◆ **Aim of the exercise**
Write out every line below that includes the word "Mailimoja".
━━━━━ Supplied data ━━━━━
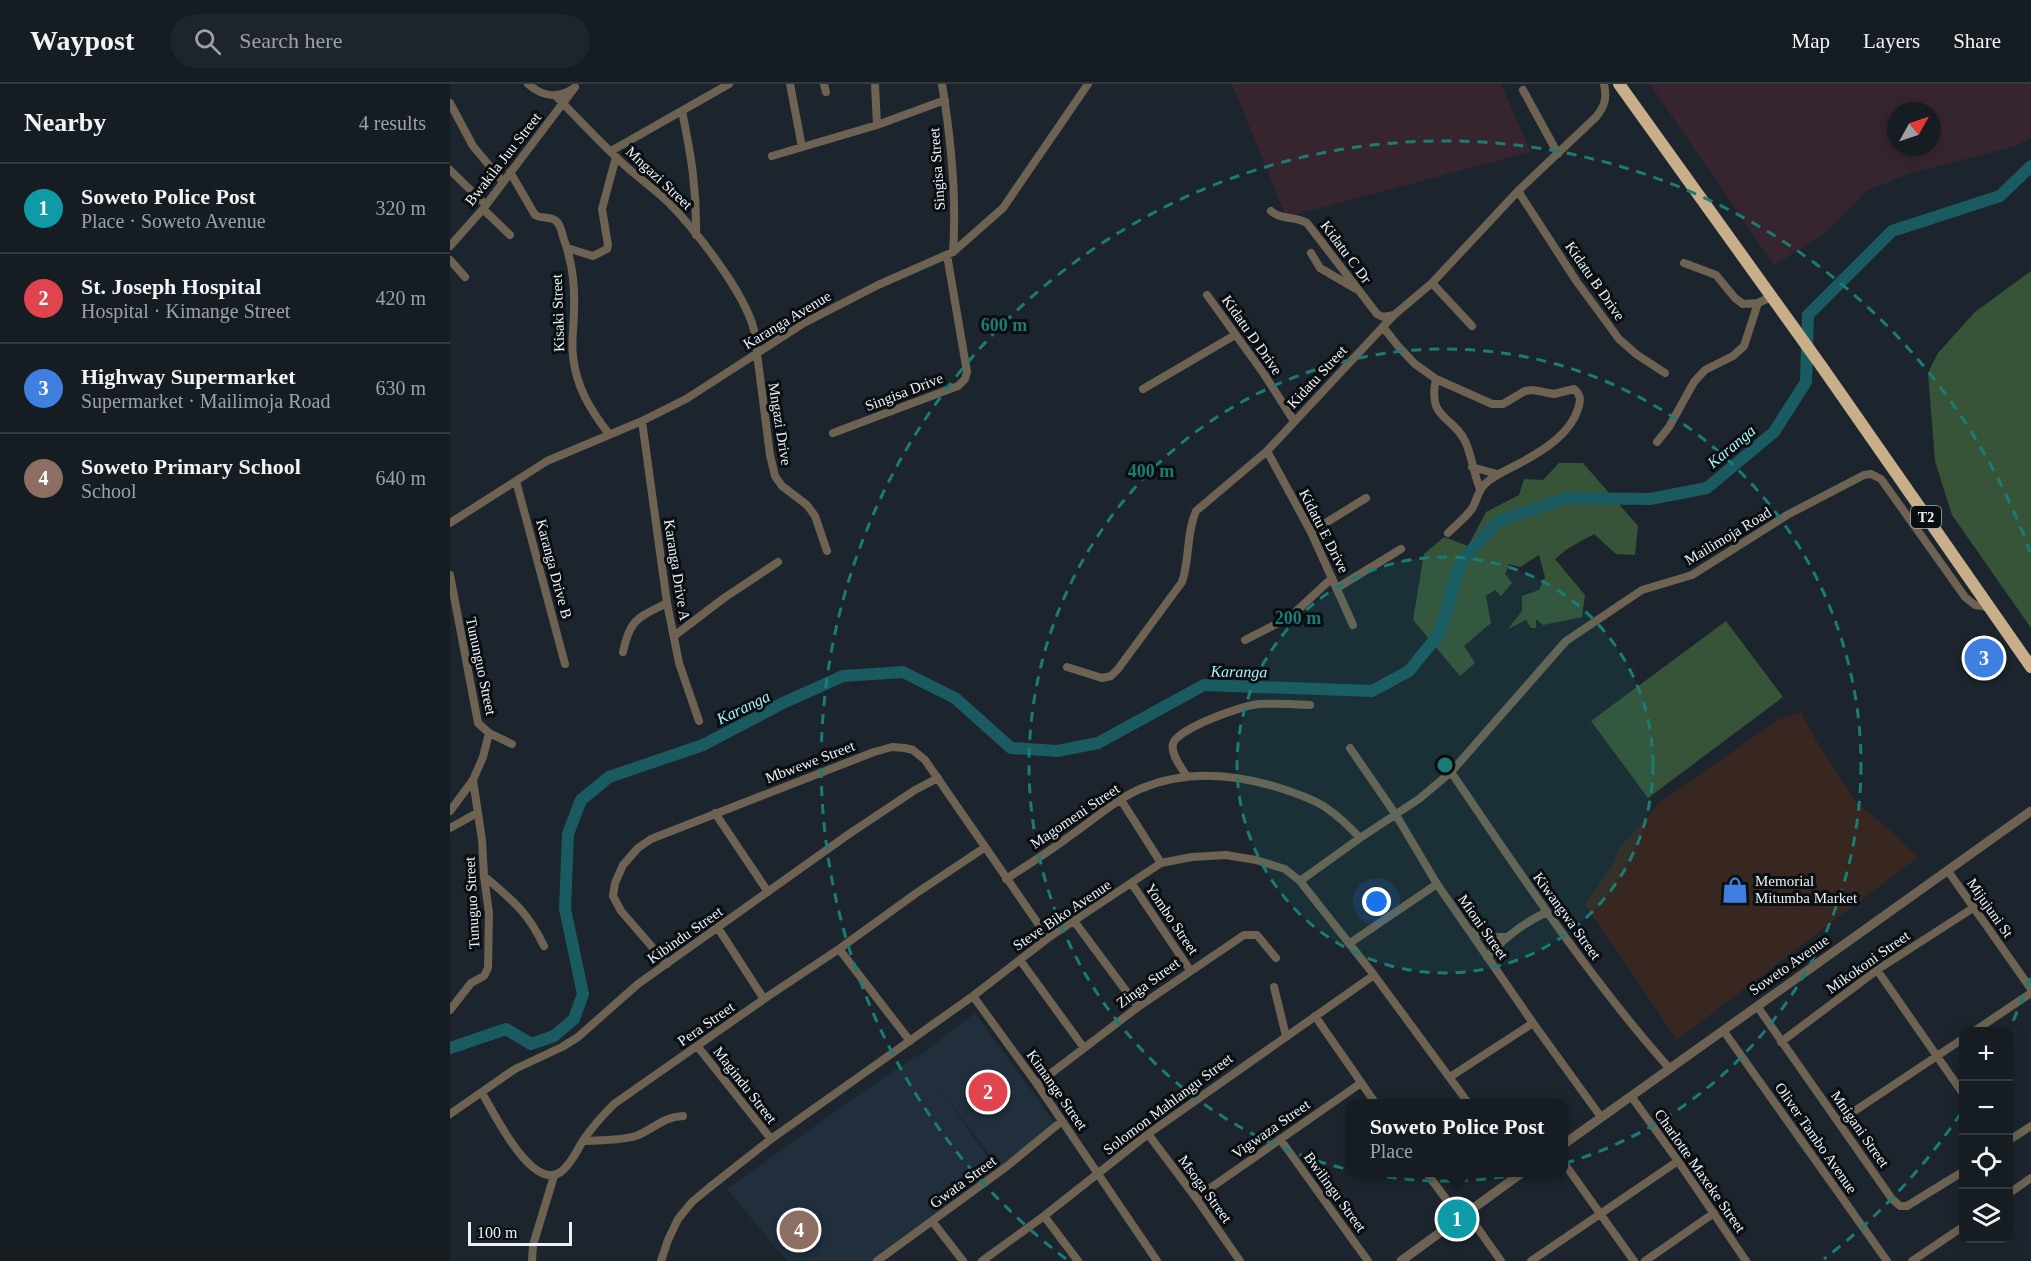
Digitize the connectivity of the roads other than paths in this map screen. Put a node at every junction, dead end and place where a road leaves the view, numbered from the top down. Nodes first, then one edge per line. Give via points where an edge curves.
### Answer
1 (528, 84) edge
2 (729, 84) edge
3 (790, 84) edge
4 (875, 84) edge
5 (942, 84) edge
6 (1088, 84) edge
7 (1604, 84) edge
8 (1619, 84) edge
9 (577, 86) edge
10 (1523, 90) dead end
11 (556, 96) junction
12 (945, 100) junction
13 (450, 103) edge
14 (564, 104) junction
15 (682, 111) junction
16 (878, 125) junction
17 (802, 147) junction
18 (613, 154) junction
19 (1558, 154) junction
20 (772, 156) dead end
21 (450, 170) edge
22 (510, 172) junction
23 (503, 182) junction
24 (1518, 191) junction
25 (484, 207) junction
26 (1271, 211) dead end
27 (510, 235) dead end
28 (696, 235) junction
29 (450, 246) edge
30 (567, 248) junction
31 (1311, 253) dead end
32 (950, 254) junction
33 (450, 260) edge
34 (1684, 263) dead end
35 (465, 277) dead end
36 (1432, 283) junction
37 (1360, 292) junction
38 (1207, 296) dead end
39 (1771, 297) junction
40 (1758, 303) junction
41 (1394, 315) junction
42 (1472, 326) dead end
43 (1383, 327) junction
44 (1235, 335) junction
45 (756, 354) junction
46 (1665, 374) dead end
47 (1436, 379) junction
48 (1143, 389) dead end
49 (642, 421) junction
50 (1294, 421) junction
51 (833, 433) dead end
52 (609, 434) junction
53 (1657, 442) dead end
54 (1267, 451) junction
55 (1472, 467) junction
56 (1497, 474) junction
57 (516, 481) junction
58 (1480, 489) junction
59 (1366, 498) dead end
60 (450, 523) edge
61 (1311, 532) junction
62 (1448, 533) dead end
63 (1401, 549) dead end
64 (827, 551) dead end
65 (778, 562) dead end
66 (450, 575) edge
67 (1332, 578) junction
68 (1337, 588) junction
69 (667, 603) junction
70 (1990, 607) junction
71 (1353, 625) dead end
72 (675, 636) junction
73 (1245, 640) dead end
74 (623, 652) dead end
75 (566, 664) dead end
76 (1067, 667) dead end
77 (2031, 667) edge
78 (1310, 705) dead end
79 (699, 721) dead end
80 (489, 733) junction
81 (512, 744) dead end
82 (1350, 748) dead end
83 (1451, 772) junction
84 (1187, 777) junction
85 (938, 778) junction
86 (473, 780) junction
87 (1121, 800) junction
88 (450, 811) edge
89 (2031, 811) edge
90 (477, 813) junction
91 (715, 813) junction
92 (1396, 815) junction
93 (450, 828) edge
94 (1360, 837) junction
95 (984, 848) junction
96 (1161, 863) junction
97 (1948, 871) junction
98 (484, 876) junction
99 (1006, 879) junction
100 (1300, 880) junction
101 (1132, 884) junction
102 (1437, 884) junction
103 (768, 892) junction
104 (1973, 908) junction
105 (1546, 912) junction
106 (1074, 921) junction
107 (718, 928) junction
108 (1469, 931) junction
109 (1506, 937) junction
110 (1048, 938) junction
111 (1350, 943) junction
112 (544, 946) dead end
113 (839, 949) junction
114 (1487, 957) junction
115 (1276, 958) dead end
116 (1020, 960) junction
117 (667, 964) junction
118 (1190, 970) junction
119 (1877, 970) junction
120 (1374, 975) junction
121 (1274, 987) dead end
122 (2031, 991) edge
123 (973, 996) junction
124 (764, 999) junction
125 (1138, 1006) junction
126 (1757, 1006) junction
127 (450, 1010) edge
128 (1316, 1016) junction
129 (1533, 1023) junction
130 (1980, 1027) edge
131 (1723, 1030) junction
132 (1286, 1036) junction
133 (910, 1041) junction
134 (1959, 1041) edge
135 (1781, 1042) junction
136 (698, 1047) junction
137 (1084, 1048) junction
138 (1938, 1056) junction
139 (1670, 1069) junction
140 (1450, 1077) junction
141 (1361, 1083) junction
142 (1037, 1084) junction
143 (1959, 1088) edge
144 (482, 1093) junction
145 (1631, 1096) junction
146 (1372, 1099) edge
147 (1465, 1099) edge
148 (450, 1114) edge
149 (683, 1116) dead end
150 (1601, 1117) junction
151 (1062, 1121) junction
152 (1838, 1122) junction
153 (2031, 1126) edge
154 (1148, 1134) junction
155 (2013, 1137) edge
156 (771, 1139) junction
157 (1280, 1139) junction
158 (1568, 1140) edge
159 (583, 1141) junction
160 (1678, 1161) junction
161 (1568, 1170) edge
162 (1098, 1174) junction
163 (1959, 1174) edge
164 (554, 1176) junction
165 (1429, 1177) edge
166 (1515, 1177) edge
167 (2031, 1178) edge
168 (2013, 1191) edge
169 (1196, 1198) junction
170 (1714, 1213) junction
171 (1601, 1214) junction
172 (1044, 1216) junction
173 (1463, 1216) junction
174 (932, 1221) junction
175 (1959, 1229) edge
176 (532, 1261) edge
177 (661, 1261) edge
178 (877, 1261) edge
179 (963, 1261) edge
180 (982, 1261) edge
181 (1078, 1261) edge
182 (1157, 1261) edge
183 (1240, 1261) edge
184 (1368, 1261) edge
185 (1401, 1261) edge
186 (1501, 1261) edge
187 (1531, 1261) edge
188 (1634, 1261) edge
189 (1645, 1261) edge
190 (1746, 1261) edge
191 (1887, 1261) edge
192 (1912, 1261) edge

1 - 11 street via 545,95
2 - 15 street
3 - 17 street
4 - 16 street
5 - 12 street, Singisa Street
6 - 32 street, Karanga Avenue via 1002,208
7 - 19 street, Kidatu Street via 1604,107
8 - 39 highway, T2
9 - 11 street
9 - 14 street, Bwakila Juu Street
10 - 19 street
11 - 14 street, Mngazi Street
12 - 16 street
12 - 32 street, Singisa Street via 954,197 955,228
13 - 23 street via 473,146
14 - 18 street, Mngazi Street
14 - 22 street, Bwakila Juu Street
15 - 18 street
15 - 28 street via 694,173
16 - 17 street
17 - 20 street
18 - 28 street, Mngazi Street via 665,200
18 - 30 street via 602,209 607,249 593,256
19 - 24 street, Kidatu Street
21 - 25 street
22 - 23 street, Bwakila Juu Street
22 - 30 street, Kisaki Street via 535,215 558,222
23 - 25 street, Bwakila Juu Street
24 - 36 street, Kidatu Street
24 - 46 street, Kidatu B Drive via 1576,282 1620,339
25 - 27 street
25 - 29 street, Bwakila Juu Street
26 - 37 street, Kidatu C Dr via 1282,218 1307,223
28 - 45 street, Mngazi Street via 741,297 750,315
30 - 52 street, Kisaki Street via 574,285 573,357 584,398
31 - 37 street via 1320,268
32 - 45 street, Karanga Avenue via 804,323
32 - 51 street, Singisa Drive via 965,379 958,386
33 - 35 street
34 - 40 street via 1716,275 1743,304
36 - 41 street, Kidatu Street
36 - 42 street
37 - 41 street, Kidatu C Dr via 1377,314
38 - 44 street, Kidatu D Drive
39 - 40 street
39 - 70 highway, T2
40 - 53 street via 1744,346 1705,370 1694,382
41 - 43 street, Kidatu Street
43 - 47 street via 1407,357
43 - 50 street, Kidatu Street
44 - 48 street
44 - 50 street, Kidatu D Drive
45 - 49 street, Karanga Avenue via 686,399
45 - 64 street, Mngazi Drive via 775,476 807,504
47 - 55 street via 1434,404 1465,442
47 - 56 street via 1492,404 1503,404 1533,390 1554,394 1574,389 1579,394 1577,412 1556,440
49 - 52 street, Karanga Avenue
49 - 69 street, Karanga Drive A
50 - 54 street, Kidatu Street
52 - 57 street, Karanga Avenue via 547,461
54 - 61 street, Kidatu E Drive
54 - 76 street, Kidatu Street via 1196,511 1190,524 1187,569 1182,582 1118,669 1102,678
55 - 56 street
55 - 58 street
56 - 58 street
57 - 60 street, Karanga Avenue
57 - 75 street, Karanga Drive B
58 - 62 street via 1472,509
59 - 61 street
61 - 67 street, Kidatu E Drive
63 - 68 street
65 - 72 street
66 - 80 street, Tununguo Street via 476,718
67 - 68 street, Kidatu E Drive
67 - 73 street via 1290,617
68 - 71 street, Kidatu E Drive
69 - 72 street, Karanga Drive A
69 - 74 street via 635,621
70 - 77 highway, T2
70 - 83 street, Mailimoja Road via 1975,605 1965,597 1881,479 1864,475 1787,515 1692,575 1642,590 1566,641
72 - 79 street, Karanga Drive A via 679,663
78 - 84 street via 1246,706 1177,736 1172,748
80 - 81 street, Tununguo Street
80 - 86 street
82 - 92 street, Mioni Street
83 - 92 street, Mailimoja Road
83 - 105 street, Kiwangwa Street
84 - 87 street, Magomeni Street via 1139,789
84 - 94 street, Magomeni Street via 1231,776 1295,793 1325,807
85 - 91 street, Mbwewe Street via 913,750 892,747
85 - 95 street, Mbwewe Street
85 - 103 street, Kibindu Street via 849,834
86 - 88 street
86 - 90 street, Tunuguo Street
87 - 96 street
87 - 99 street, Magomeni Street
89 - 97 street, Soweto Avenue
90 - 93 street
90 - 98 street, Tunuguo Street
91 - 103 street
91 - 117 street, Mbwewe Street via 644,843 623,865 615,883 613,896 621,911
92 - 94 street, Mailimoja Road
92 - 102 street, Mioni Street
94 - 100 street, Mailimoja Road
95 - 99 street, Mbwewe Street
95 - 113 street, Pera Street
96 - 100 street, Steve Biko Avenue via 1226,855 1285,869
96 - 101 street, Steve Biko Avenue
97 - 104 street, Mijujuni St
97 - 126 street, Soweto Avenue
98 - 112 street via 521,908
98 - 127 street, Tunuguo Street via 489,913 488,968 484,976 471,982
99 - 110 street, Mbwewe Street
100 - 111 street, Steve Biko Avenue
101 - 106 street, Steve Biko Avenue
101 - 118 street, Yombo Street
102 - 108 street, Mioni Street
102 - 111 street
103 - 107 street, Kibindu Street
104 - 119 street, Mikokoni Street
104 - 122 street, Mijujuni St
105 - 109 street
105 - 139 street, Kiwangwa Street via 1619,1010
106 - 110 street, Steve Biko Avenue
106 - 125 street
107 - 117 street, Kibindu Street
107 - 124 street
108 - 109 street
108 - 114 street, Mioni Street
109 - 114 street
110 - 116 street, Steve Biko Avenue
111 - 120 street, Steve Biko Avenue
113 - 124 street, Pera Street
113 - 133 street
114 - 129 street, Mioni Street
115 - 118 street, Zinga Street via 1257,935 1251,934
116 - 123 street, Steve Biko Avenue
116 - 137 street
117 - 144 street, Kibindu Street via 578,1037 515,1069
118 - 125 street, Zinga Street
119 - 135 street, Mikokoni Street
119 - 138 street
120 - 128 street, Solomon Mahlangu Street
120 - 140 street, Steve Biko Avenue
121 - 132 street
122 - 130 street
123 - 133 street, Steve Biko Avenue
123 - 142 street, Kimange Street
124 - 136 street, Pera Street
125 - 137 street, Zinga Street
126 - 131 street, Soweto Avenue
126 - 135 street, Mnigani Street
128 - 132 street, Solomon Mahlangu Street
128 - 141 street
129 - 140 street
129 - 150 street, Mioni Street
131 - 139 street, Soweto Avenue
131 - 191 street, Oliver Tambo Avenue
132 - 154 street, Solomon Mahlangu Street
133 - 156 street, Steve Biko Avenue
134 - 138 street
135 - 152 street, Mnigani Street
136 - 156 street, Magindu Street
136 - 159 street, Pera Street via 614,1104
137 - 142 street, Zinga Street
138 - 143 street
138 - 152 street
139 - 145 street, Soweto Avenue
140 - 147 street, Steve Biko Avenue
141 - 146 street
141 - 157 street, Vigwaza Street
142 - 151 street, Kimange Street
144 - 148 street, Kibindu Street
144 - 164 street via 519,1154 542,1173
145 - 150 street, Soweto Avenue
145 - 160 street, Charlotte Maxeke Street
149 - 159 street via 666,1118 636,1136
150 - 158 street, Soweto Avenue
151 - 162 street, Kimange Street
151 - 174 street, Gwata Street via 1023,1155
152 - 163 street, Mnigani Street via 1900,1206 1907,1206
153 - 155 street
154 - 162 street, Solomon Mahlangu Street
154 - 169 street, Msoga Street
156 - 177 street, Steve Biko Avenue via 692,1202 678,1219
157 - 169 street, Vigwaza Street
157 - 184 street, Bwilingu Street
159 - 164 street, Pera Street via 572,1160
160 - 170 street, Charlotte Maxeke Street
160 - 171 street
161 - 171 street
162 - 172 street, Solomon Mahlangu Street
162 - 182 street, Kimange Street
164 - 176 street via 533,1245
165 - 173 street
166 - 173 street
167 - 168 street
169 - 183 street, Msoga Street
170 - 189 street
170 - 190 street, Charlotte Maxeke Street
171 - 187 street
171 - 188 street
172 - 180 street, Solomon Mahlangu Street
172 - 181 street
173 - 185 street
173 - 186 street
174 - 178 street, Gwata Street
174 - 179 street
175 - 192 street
━━━━━
◆ **Answer for this exercise**
70 - 83 street, Mailimoja Road via 1975,605 1965,597 1881,479 1864,475 1787,515 1692,575 1642,590 1566,641
83 - 92 street, Mailimoja Road
92 - 94 street, Mailimoja Road
94 - 100 street, Mailimoja Road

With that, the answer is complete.